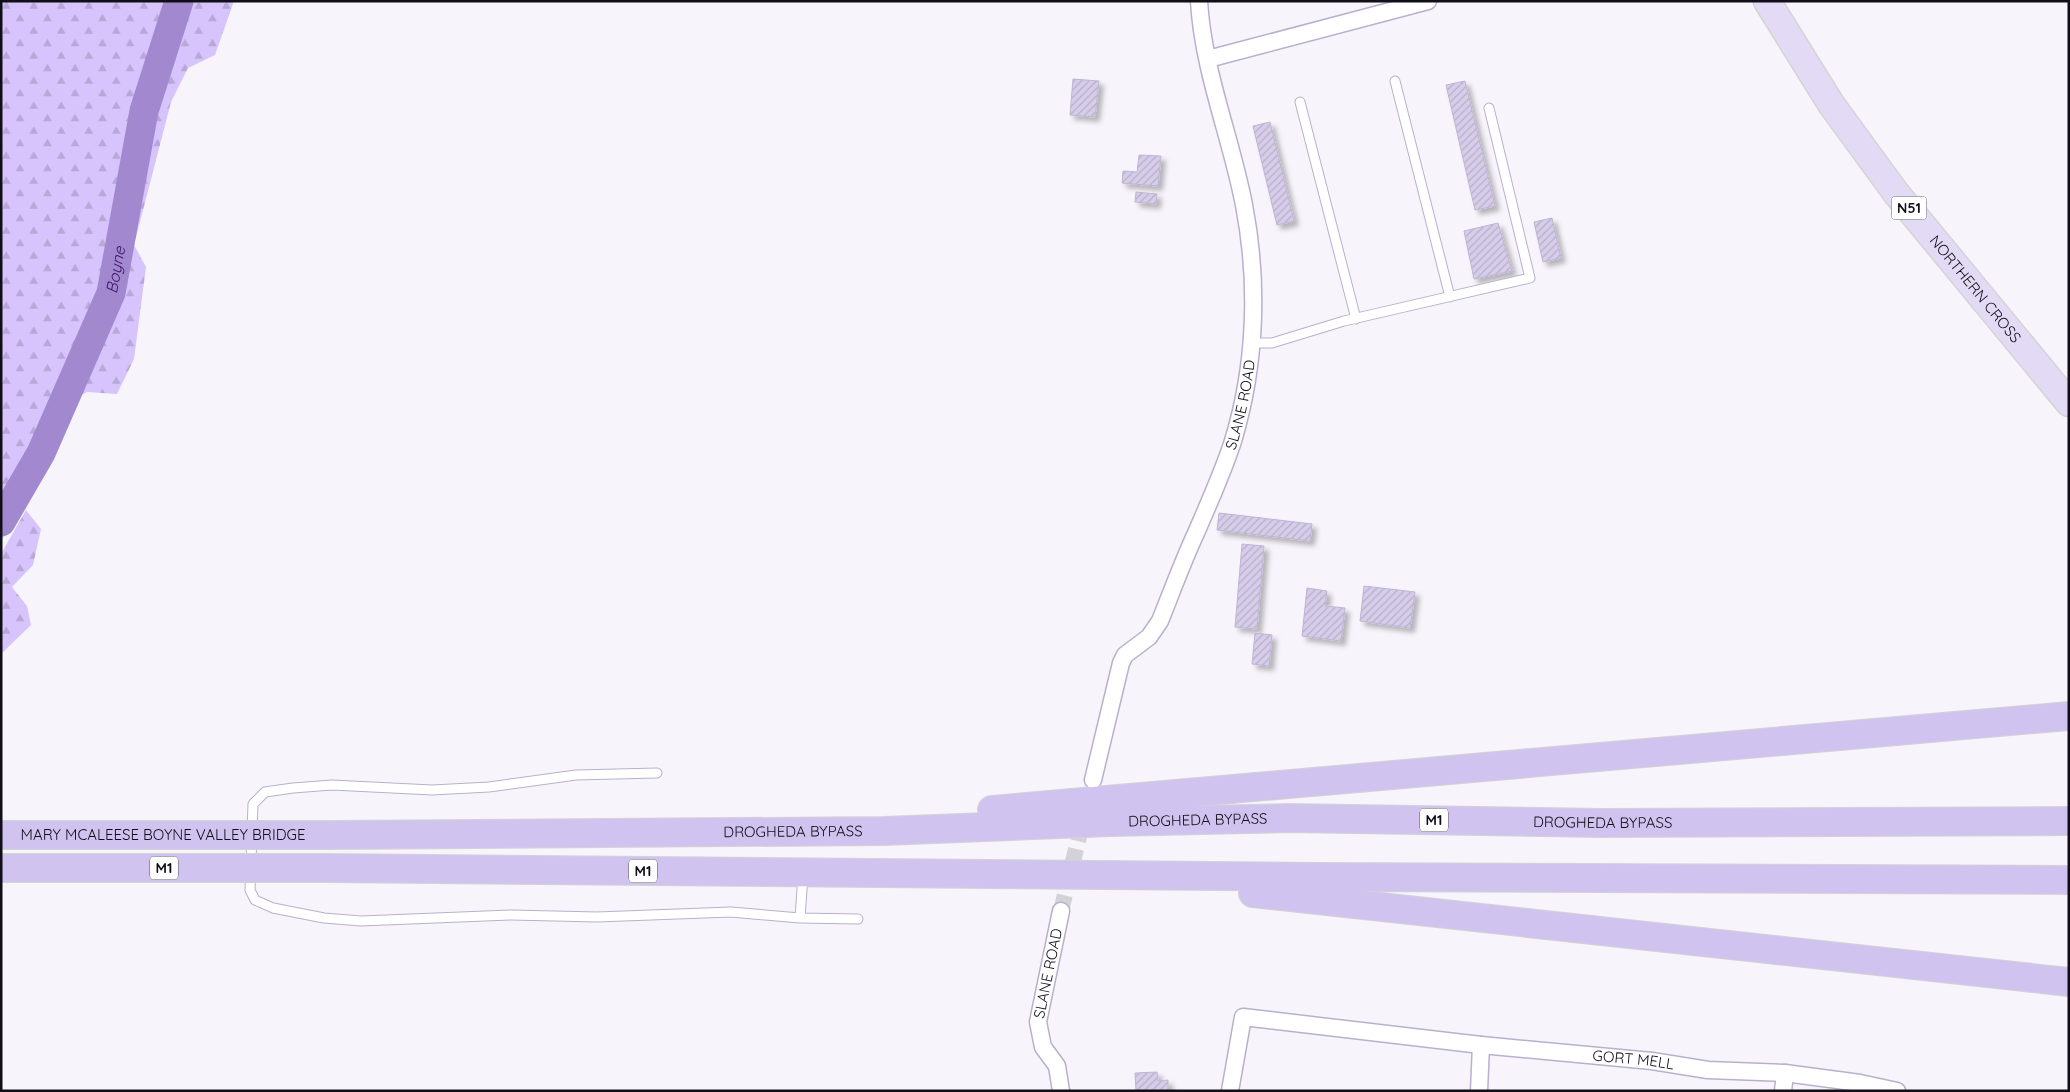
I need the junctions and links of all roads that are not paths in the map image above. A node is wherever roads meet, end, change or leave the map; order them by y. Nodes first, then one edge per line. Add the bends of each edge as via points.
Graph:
1 (1199, 1) edge
2 (1428, 1) edge
3 (1767, 1) edge
4 (1208, 59) junction
5 (1395, 81) dead end
6 (1300, 102) dead end
7 (1489, 108) dead end
8 (1450, 296) junction
9 (1356, 318) junction
10 (1252, 343) junction
11 (2069, 403) edge
12 (2069, 716) edge
13 (657, 773) dead end
14 (1092, 780) dead end
15 (2069, 821) edge
16 (799, 831) junction
17 (1, 835) edge
18 (327, 835) joint
19 (1, 868) edge
20 (803, 872) junction
21 (960, 874) junction
22 (2069, 880) edge
23 (1061, 911) tunnel mouth
24 (800, 918) junction
25 (858, 919) dead end
26 (2069, 982) edge
27 (1480, 1045) junction
28 (1785, 1073) junction
29 (1061, 1091) edge
30 (1230, 1091) edge
31 (1479, 1091) edge
32 (1783, 1091) edge
33 (1897, 1091) edge

1 - 4 street, SLANE ROAD
2 - 4 street
3 - 11 main road, NORTHERN CROSS / N51 via 1831,104 1896,193
4 - 10 street, SLANE ROAD via 1244,206 1253,300
5 - 8 lane
6 - 9 lane
7 - 8 lane via 1530,278
8 - 9 lane
9 - 10 lane via 1272,343
10 - 14 street, SLANE ROAD via 1245,395 1233,442 1160,620 1149,637 1130,650 1121,663
12 - 16 highway via 910,816
13 - 24 lane via 576,775 489,787 432,790 332,785 265,792 253,804 250,890 255,900 272,908 361,921 732,912
15 - 16 highway, DROGHEDA BYPASS / M1 via 1601,823 1289,818
16 - 18 highway, DROGHEDA BYPASS / M1
17 - 18 highway, MARY MCALEESE BOYNE VALLEY BRIDGE / M1, bridge
19 - 20 highway, M1, bridge
20 - 21 highway, M1
20 - 24 lane
21 - 22 highway, M1
21 - 26 highway via 1076,886 1274,895
23 - 29 street, SLANE ROAD via 1038,1022 1043,1047 1057,1066
24 - 25 lane
27 - 28 street, GORT MELL via 1708,1070
27 - 30 street, GORT MELL via 1243,1017
27 - 31 street
28 - 32 street
28 - 33 street, GORT MELL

### Work to be completed
Since the pictures are not wanted, transcribe the rest of the listing above exactly.

### Answer to the exercise
I need the junctions and links of all roads that are not paths in the map image above. A node is wherever roads meet, end, change or leave the map; order them by y. Nodes first, then one edge per line. Add the bends of each edge as via points.
Graph:
1 (1199, 1) edge
2 (1428, 1) edge
3 (1767, 1) edge
4 (1208, 59) junction
5 (1395, 81) dead end
6 (1300, 102) dead end
7 (1489, 108) dead end
8 (1450, 296) junction
9 (1356, 318) junction
10 (1252, 343) junction
11 (2069, 403) edge
12 (2069, 716) edge
13 (657, 773) dead end
14 (1092, 780) dead end
15 (2069, 821) edge
16 (799, 831) junction
17 (1, 835) edge
18 (327, 835) joint
19 (1, 868) edge
20 (803, 872) junction
21 (960, 874) junction
22 (2069, 880) edge
23 (1061, 911) tunnel mouth
24 (800, 918) junction
25 (858, 919) dead end
26 (2069, 982) edge
27 (1480, 1045) junction
28 (1785, 1073) junction
29 (1061, 1091) edge
30 (1230, 1091) edge
31 (1479, 1091) edge
32 (1783, 1091) edge
33 (1897, 1091) edge

1 - 4 street, SLANE ROAD
2 - 4 street
3 - 11 main road, NORTHERN CROSS / N51 via 1831,104 1896,193
4 - 10 street, SLANE ROAD via 1244,206 1253,300
5 - 8 lane
6 - 9 lane
7 - 8 lane via 1530,278
8 - 9 lane
9 - 10 lane via 1272,343
10 - 14 street, SLANE ROAD via 1245,395 1233,442 1160,620 1149,637 1130,650 1121,663
12 - 16 highway via 910,816
13 - 24 lane via 576,775 489,787 432,790 332,785 265,792 253,804 250,890 255,900 272,908 361,921 732,912
15 - 16 highway, DROGHEDA BYPASS / M1 via 1601,823 1289,818
16 - 18 highway, DROGHEDA BYPASS / M1
17 - 18 highway, MARY MCALEESE BOYNE VALLEY BRIDGE / M1, bridge
19 - 20 highway, M1, bridge
20 - 21 highway, M1
20 - 24 lane
21 - 22 highway, M1
21 - 26 highway via 1076,886 1274,895
23 - 29 street, SLANE ROAD via 1038,1022 1043,1047 1057,1066
24 - 25 lane
27 - 28 street, GORT MELL via 1708,1070
27 - 30 street, GORT MELL via 1243,1017
27 - 31 street
28 - 32 street
28 - 33 street, GORT MELL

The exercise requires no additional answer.